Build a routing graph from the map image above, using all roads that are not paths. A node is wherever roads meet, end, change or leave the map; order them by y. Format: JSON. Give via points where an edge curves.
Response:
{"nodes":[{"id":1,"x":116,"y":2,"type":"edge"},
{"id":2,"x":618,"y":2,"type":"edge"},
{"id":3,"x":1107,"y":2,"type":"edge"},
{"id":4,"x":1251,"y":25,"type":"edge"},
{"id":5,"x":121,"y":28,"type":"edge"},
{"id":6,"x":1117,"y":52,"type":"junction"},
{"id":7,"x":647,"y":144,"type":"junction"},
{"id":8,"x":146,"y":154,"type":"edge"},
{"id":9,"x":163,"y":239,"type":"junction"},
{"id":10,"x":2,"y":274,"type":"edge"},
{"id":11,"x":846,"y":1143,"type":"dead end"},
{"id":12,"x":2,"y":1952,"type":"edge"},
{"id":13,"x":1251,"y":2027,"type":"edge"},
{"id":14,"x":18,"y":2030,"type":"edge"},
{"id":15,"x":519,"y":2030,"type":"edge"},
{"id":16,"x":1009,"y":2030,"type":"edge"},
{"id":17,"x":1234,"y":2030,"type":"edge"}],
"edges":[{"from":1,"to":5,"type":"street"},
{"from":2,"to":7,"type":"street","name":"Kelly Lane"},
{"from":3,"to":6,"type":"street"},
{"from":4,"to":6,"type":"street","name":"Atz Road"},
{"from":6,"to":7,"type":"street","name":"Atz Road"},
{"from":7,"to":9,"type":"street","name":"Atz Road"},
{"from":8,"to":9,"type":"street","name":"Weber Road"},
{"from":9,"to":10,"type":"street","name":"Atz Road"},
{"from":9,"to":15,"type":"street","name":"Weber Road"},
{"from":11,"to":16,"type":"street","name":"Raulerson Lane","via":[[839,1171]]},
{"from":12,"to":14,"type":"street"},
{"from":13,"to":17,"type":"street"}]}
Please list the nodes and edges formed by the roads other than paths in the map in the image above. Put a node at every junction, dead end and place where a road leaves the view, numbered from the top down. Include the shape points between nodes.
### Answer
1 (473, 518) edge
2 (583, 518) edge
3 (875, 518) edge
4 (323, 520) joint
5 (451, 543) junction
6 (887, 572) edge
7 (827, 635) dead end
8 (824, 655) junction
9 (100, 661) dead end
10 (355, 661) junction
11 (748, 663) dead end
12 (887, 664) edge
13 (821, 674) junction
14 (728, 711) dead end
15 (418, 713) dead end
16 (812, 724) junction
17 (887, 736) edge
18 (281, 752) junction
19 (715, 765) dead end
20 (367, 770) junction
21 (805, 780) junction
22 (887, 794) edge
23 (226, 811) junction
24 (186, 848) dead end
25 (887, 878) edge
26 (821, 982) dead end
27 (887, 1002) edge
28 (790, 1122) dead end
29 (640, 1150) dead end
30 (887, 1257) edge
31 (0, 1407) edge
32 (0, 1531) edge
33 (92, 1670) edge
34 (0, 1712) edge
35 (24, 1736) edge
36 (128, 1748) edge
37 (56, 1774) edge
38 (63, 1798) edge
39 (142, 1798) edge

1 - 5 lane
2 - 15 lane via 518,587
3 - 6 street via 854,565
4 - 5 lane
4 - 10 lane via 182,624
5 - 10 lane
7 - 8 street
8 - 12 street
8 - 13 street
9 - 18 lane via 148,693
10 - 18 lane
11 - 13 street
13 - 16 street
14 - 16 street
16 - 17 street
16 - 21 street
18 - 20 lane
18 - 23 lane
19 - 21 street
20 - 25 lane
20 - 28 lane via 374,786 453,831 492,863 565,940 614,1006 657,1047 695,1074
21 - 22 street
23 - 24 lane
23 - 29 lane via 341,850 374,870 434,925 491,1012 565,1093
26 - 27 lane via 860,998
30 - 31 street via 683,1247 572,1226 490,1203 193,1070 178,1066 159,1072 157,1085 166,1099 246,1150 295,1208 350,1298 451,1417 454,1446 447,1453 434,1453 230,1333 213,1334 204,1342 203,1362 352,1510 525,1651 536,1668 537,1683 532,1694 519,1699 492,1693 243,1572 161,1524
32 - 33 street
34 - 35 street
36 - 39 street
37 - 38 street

■ **YOUR INSTRUCTIONS**
Without omitting anything, set down all the entries above again.

■ **REPLY**
Build a routing graph from the map image above, using all roads that are not paths. A node is wherever roads meet, end, change or leave the map; order them by y. Format: JSON. Give via points where an edge curves.
Response:
{"nodes":[{"id":1,"x":116,"y":2,"type":"edge"},
{"id":2,"x":618,"y":2,"type":"edge"},
{"id":3,"x":1107,"y":2,"type":"edge"},
{"id":4,"x":1251,"y":25,"type":"edge"},
{"id":5,"x":121,"y":28,"type":"edge"},
{"id":6,"x":1117,"y":52,"type":"junction"},
{"id":7,"x":647,"y":144,"type":"junction"},
{"id":8,"x":146,"y":154,"type":"edge"},
{"id":9,"x":163,"y":239,"type":"junction"},
{"id":10,"x":2,"y":274,"type":"edge"},
{"id":11,"x":846,"y":1143,"type":"dead end"},
{"id":12,"x":2,"y":1952,"type":"edge"},
{"id":13,"x":1251,"y":2027,"type":"edge"},
{"id":14,"x":18,"y":2030,"type":"edge"},
{"id":15,"x":519,"y":2030,"type":"edge"},
{"id":16,"x":1009,"y":2030,"type":"edge"},
{"id":17,"x":1234,"y":2030,"type":"edge"}],
"edges":[{"from":1,"to":5,"type":"street"},
{"from":2,"to":7,"type":"street","name":"Kelly Lane"},
{"from":3,"to":6,"type":"street"},
{"from":4,"to":6,"type":"street","name":"Atz Road"},
{"from":6,"to":7,"type":"street","name":"Atz Road"},
{"from":7,"to":9,"type":"street","name":"Atz Road"},
{"from":8,"to":9,"type":"street","name":"Weber Road"},
{"from":9,"to":10,"type":"street","name":"Atz Road"},
{"from":9,"to":15,"type":"street","name":"Weber Road"},
{"from":11,"to":16,"type":"street","name":"Raulerson Lane","via":[[839,1171]]},
{"from":12,"to":14,"type":"street"},
{"from":13,"to":17,"type":"street"}]}
Please list the nodes and edges formed by the roads other than paths in the map in the image above. Put a node at every junction, dead end and place where a road leaves the view, numbered from the top down. Include the shape points between nodes.
### Answer
1 (473, 518) edge
2 (583, 518) edge
3 (875, 518) edge
4 (323, 520) joint
5 (451, 543) junction
6 (887, 572) edge
7 (827, 635) dead end
8 (824, 655) junction
9 (100, 661) dead end
10 (355, 661) junction
11 (748, 663) dead end
12 (887, 664) edge
13 (821, 674) junction
14 (728, 711) dead end
15 (418, 713) dead end
16 (812, 724) junction
17 (887, 736) edge
18 (281, 752) junction
19 (715, 765) dead end
20 (367, 770) junction
21 (805, 780) junction
22 (887, 794) edge
23 (226, 811) junction
24 (186, 848) dead end
25 (887, 878) edge
26 (821, 982) dead end
27 (887, 1002) edge
28 (790, 1122) dead end
29 (640, 1150) dead end
30 (887, 1257) edge
31 (0, 1407) edge
32 (0, 1531) edge
33 (92, 1670) edge
34 (0, 1712) edge
35 (24, 1736) edge
36 (128, 1748) edge
37 (56, 1774) edge
38 (63, 1798) edge
39 (142, 1798) edge

1 - 5 lane
2 - 15 lane via 518,587
3 - 6 street via 854,565
4 - 5 lane
4 - 10 lane via 182,624
5 - 10 lane
7 - 8 street
8 - 12 street
8 - 13 street
9 - 18 lane via 148,693
10 - 18 lane
11 - 13 street
13 - 16 street
14 - 16 street
16 - 17 street
16 - 21 street
18 - 20 lane
18 - 23 lane
19 - 21 street
20 - 25 lane
20 - 28 lane via 374,786 453,831 492,863 565,940 614,1006 657,1047 695,1074
21 - 22 street
23 - 24 lane
23 - 29 lane via 341,850 374,870 434,925 491,1012 565,1093
26 - 27 lane via 860,998
30 - 31 street via 683,1247 572,1226 490,1203 193,1070 178,1066 159,1072 157,1085 166,1099 246,1150 295,1208 350,1298 451,1417 454,1446 447,1453 434,1453 230,1333 213,1334 204,1342 203,1362 352,1510 525,1651 536,1668 537,1683 532,1694 519,1699 492,1693 243,1572 161,1524
32 - 33 street
34 - 35 street
36 - 39 street
37 - 38 street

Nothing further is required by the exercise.